Exercise description
Your reply must be one number: the count of lines in the data below that contain "wherever".

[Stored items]

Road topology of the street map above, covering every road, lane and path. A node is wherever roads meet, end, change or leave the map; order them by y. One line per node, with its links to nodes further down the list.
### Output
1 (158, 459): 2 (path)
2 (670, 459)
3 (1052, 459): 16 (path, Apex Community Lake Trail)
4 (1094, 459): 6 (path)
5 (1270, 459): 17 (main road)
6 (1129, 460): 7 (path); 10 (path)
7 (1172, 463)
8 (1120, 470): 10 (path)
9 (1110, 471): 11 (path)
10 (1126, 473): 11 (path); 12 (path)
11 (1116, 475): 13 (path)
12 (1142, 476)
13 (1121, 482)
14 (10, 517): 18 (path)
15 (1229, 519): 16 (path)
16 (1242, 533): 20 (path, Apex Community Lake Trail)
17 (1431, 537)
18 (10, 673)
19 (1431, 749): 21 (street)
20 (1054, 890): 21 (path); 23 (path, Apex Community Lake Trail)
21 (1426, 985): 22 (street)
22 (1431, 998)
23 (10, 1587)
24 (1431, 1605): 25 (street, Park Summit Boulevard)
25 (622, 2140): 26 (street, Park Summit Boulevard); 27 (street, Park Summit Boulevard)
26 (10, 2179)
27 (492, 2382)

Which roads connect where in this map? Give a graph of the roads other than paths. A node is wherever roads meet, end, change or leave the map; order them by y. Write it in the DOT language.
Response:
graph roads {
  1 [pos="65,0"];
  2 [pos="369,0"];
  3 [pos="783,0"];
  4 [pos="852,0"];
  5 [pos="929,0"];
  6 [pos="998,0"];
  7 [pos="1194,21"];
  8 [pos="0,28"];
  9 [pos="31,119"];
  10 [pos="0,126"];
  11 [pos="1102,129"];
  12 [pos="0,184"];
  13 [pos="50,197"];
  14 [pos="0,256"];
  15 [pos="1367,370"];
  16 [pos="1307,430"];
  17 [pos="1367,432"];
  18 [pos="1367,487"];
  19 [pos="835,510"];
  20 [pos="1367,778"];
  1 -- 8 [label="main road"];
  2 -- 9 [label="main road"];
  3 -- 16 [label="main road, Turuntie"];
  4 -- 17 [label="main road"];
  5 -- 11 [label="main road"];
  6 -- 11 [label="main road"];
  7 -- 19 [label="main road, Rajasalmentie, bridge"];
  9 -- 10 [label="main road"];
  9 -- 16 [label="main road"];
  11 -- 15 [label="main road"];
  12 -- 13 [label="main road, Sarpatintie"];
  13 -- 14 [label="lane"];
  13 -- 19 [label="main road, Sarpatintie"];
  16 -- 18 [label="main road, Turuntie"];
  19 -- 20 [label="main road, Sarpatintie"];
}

Expected answer
2